In the real world, the terms trademark and service mark are often lumped together and referred to collectively as trademark.  The word, phrase, symbol, or design that is the subject of a trademark registration is simply called a “mark.”  In this article, the terms trademark and mark refer to both trademark and service mark.

You have common law trademark rights to your mark as soon as you start using the mark in commerce. Using a mark in commerce means you use the mark on a product, on your website, on promotional brochures, etc. You have the right to use the ™ or SM designation even if you haven’t filed a trademark application with the USPTO.  Please be aware that the ™ or SM designators do not confer any specific legal rights or protections. It is merely notice to the public that you consider this mark to be your intellectual property. It creates the presumption that you intend to file for a federal registration.
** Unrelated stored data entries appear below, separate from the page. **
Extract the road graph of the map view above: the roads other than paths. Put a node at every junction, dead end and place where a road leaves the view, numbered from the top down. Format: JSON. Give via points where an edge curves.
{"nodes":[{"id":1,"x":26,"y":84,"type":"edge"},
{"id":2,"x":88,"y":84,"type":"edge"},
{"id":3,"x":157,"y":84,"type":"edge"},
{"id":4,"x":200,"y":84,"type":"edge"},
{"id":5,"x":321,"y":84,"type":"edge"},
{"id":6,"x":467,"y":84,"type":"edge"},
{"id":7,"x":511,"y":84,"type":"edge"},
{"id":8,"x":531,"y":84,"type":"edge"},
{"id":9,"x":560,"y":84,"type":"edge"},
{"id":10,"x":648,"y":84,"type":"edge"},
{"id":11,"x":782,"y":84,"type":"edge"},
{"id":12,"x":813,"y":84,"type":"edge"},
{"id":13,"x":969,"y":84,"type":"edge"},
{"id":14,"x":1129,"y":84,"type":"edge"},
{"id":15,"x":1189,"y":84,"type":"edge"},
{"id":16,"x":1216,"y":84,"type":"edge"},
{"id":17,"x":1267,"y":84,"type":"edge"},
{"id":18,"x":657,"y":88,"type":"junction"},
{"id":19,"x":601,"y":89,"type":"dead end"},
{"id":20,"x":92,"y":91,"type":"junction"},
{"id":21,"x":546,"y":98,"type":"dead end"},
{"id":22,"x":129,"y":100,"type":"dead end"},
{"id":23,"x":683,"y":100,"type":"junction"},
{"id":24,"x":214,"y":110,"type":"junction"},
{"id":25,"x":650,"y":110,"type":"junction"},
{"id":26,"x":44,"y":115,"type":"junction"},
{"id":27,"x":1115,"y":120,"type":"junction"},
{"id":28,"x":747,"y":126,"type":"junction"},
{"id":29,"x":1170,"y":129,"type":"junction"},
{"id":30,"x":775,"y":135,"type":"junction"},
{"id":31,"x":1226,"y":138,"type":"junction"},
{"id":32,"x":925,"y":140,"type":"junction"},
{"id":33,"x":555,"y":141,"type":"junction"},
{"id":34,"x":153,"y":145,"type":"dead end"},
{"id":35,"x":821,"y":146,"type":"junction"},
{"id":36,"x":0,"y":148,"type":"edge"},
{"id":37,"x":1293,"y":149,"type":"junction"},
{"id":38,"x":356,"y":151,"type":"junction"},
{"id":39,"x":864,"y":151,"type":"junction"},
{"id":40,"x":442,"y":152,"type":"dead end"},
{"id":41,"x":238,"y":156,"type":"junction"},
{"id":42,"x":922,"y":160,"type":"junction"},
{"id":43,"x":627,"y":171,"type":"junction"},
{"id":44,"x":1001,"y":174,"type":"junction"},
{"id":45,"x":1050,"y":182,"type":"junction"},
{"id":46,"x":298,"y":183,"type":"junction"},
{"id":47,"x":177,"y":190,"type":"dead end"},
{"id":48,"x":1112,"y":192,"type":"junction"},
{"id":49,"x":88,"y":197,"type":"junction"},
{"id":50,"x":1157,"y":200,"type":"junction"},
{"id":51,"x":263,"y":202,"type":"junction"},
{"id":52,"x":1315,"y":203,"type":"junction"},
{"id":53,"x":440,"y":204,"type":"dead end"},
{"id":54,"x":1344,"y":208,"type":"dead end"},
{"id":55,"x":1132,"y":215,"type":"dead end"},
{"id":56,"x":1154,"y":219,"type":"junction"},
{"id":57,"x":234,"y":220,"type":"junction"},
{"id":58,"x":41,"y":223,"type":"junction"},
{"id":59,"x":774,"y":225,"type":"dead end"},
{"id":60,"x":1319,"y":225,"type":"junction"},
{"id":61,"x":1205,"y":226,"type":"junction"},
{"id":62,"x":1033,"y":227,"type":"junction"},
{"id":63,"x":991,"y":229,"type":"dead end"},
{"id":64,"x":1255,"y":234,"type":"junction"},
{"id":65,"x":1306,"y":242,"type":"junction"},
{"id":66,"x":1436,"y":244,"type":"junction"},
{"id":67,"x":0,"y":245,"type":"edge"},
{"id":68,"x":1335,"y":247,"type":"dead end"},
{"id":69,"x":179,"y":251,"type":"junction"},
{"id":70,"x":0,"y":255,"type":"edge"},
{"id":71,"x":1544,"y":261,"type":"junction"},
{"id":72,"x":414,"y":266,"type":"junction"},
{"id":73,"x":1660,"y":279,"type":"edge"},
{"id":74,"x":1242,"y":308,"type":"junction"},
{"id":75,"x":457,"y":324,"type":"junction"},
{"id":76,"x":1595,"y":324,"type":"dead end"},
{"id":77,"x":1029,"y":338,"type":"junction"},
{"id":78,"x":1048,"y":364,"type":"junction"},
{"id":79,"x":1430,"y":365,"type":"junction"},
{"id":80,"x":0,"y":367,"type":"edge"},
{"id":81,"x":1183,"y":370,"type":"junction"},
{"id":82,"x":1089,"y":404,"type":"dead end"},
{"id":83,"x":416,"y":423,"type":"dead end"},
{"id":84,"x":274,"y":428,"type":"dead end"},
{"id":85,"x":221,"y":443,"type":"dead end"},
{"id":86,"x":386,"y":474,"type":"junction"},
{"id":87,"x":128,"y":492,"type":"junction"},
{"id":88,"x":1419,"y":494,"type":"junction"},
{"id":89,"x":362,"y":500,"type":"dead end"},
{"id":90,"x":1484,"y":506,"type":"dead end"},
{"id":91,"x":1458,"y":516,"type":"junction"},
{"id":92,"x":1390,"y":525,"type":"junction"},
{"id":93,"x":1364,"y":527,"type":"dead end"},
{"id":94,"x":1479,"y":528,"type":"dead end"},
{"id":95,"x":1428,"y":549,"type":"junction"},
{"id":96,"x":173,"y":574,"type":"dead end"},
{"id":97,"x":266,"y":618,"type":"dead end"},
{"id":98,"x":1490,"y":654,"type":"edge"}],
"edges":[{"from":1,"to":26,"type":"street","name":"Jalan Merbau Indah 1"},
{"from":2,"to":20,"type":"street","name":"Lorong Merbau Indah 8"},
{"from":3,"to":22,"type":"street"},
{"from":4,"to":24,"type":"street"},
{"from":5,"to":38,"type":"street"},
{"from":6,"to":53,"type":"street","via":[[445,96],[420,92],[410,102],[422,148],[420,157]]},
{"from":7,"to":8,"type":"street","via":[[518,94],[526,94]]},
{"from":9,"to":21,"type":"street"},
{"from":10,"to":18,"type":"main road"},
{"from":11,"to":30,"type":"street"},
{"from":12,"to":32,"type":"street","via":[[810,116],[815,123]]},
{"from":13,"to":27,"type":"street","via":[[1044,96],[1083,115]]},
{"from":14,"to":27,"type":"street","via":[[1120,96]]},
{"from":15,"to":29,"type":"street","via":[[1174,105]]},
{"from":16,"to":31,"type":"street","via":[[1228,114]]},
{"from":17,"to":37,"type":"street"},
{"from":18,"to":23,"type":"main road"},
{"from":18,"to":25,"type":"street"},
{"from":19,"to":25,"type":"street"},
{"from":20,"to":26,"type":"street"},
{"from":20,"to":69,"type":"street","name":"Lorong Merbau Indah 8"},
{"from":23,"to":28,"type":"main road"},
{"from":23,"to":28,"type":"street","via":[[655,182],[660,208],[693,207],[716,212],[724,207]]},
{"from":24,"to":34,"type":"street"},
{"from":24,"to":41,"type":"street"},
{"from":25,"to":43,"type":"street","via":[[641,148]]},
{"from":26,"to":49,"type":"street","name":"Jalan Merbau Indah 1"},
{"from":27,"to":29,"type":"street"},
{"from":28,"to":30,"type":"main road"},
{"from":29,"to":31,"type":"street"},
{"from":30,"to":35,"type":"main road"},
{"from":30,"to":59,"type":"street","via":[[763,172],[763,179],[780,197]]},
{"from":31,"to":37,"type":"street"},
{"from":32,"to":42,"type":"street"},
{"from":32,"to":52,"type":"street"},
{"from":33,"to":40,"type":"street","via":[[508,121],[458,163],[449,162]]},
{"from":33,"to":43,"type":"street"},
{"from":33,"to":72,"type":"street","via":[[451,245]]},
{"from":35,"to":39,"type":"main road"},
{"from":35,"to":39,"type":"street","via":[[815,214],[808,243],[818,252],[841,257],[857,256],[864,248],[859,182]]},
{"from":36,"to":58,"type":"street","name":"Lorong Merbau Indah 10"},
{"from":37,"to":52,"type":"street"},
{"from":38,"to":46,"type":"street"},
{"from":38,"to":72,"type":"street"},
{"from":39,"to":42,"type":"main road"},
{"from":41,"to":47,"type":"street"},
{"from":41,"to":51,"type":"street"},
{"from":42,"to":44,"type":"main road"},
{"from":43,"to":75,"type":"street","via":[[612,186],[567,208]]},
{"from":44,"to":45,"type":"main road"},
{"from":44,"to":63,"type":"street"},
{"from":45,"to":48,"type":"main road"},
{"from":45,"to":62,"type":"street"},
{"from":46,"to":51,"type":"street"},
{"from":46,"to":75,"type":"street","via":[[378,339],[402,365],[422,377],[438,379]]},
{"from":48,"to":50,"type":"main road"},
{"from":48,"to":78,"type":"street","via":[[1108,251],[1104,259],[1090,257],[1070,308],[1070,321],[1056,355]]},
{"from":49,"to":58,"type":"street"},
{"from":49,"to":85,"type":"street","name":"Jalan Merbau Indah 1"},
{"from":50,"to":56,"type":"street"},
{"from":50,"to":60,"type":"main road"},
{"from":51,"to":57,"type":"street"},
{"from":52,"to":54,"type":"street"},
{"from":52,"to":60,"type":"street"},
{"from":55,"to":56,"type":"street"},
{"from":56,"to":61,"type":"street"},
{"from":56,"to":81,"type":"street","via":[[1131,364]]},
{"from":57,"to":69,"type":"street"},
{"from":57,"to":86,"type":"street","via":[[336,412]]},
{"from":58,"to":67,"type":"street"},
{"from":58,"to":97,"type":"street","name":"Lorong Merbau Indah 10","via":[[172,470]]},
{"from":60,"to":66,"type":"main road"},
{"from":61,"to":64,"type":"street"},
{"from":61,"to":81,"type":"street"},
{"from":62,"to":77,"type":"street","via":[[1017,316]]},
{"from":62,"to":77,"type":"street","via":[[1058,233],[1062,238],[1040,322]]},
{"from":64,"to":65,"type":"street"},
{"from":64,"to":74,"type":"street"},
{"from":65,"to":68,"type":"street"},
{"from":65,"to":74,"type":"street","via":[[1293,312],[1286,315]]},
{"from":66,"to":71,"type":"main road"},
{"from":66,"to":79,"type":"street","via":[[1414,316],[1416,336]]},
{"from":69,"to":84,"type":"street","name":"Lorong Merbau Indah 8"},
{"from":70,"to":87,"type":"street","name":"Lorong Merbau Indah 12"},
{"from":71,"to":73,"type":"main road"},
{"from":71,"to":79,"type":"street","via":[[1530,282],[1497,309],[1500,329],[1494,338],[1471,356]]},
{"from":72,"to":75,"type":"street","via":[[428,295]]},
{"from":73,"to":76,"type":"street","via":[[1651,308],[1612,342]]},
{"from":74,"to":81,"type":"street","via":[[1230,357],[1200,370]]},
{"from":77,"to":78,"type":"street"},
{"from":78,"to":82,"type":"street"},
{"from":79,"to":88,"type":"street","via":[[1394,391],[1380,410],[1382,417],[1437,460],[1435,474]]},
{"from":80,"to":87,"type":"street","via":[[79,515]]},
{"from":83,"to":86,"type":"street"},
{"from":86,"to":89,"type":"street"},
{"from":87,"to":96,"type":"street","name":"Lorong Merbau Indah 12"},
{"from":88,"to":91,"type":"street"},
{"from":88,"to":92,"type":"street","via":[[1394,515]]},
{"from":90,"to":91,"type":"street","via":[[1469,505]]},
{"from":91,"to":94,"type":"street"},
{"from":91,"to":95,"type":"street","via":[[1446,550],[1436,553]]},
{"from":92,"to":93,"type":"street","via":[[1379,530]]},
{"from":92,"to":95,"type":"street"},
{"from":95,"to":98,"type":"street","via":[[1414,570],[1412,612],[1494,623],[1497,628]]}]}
So, go ahead and use the ™ or SM symbols to designate the marks you consider your IP assets as soon as you use them in commerce. Then consider filing that trademark registration with the United States Patent and Trademark Office.

How can your brand receive federal trademark protection?

In order to be eligible for federal trademark protection, your brand (mark) must identify your small business as the source of a product or service. And your mark must be used in interstate commerce.  A mark used in only one state is not eligible for federal trademark protection.  But you can still file the trademark with your state.

Your business name, the name(s) of your programs, courses, or products, your business logo, your business tagline, even specific colors (such as Tiffany blue) or sounds (such as the NBC chimes) are eligible for trademark protection. A good example of name, logo, tagline is Nike, the swoosh, and “Just Do It.”

Why should you bother to register a trademark?

Federal registration of a trademark with the USPTO has several distinct advantages over reliance on your common law rights.  These include:

  • notice to the public that your mark is registered with the USPTO,
  • a legal presumption of ownership nationwide, and
  • the exclusive right to use your mark on or in connection with the goods or services set forth in the registration.

Only marks that have been approved by the USPTO may use the ® symbol which indicates that your mark is officially registered.

Don’t wait until it’s too late. Protect your small business brand with trademark registration!